“I close my eyes, only for a moment, and the moment's gone.”
Thirty-three years ago, on Tuesday, February 7, 1978, around 4:00 in the afternoon, my dog Sturm left this earth. He had been my closest companion and trusted friend for over 12 years.
I brought him home as a three month-old puppy — my aunt had a hard time giving all nine puppies away, thus the unusual delay. (And ultimately she kept two for herself.)
He was born in June and I visited him and his 8 siblings as often as my parents would drive to my aunt and uncle’s farm to see them. I once took some friends to see the puppies (we were all in our early teens), and they enjoyed the visit tremendously, playing with them and loving on them, but I remember their mother, a rather up-tight pediatrician, being unreasonably concerned that her kids would be visiting a farm, and looking askance at all of us as the puppies tumbled over the four of us and my mother, in the midst of it all. What the farm actually was was a 100+ acre ranch with horses, dogs, barn and house cats, and a host of rabbits. (We’ll leave the rabbit story for another time. Let’s just say they got out of hand.) But we called it the farm, and only God knows what this woman expected. Perhaps pigs and chickens. Who knows? But her kids were never allowed to visit again, which was a shame.

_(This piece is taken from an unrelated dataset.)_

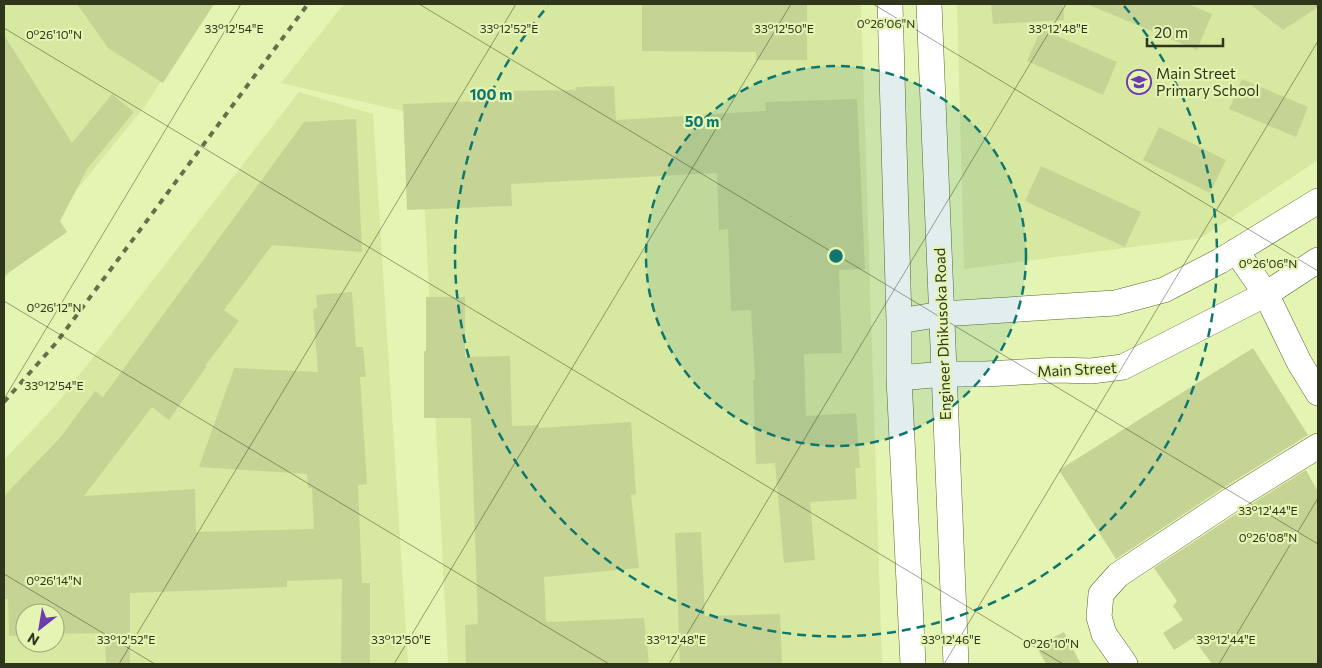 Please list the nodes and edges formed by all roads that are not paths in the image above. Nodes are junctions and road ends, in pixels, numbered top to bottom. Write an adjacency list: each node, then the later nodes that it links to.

Anyway, being not only an only child but also an only nephew, I was given the pick of the litter. Naturally, I picked them all but sadly I couldn’t convince my parents this was a good idea. As a matter of fact, it was my aunt, a very forceful German expatriate and my father’s older sister, who insisted I needed a dog in the first place. I never really felt much affection for my aunt until then. She was, I am sure, a delightful person, a very talented and compassionate nurse, and an ardent lover of animals, but she was also pushy with me. But this time she pushed my reluctant parents instead, insisting that a dog was just what I needed. I gained a new respect for my aunt for that, as my parents seldom acquiesced on anything of consequence.
Backing up for a minute, I should explain my aunt bred her dog especially so I might have a puppy — a puppy she was sure would be healthy. (Actually, I think it might also have been a convenient excuse to have puppies, but she’s no longer around to ask so I'm just guessing.) She was insistent that I have a dog. I had just that past spring flunked ninth grade. Unheard of in my family. I didn’t fail because I was stupid. I failed because I refused to go to school. At a very early age I developed a strong phobia to social situations, and there’s not much more social than high school. One day during lunch I had had enough, snapped, and simply refused to return. I guess I probably had a bit of a breakdown as I was convinced all the kids hated me (and a few did), and it was just too much to bear. So I spent most of the spring semester locked in my room, unintentionally torturing my parents, thinking their only child had gone wack-o. A pretty hard pill to swallow, especially for my father, who was the Assistant Director of a major state mental hospital.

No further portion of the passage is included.